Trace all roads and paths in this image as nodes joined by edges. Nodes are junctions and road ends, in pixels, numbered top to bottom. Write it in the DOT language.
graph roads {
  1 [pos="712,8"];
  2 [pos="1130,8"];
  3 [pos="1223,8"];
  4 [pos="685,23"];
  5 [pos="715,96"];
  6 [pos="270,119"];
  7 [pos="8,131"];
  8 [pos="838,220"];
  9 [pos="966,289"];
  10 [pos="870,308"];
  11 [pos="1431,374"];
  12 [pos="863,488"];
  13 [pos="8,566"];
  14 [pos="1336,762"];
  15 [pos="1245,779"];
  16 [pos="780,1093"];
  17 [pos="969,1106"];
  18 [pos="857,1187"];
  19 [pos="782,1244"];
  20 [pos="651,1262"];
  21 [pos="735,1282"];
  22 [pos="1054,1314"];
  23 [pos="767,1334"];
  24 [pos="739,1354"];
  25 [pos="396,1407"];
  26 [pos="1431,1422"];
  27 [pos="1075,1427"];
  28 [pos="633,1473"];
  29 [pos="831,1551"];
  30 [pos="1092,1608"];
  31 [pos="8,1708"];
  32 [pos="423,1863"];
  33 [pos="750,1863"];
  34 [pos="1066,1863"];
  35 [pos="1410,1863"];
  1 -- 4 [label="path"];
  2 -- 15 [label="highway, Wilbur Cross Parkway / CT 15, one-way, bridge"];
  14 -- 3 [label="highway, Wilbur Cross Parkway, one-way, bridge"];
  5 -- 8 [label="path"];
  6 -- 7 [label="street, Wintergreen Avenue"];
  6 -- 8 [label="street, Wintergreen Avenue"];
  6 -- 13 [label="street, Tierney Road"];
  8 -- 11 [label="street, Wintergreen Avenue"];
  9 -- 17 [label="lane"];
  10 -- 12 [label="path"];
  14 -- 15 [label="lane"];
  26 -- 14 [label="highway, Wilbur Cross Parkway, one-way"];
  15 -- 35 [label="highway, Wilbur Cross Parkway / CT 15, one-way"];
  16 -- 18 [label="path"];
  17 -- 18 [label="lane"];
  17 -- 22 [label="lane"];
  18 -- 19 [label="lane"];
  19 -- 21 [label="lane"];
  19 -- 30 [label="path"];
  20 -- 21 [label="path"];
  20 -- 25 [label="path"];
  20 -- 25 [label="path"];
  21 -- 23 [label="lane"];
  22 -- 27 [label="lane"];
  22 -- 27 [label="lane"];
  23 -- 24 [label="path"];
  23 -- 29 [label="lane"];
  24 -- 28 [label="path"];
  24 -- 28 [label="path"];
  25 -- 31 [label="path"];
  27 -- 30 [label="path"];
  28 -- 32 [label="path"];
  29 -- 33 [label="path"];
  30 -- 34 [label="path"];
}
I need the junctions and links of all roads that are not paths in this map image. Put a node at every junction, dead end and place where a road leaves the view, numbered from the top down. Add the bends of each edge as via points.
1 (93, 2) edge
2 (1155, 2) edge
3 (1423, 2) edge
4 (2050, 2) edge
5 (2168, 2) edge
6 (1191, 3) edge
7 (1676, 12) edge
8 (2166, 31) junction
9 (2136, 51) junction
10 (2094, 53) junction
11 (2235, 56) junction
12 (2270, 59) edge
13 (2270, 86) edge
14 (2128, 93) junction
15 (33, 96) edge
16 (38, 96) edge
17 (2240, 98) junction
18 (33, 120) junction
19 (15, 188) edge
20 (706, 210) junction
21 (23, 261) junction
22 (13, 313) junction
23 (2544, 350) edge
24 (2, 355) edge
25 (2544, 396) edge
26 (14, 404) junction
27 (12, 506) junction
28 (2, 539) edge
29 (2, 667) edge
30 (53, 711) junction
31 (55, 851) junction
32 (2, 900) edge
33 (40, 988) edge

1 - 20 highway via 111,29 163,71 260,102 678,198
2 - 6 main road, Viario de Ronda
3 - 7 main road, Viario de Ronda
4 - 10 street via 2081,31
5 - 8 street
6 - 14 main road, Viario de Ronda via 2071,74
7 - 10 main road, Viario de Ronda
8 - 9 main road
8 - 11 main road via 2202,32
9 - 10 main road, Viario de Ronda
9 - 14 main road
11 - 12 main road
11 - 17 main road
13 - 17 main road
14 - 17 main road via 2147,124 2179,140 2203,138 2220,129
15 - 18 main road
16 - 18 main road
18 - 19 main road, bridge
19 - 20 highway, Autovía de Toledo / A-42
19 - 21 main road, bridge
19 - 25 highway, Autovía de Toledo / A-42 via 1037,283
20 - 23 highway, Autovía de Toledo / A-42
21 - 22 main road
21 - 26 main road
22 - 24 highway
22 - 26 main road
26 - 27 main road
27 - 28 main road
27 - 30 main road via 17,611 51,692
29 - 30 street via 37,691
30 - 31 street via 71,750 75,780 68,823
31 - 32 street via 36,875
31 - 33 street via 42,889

════

Which lines in the data above hold the word "bridge"? Return each of them.

  2 -- 15 [label="highway, Wilbur Cross Parkway / CT 15, one-way, bridge"];
  14 -- 3 [label="highway, Wilbur Cross Parkway, one-way, bridge"];
18 - 19 main road, bridge
19 - 21 main road, bridge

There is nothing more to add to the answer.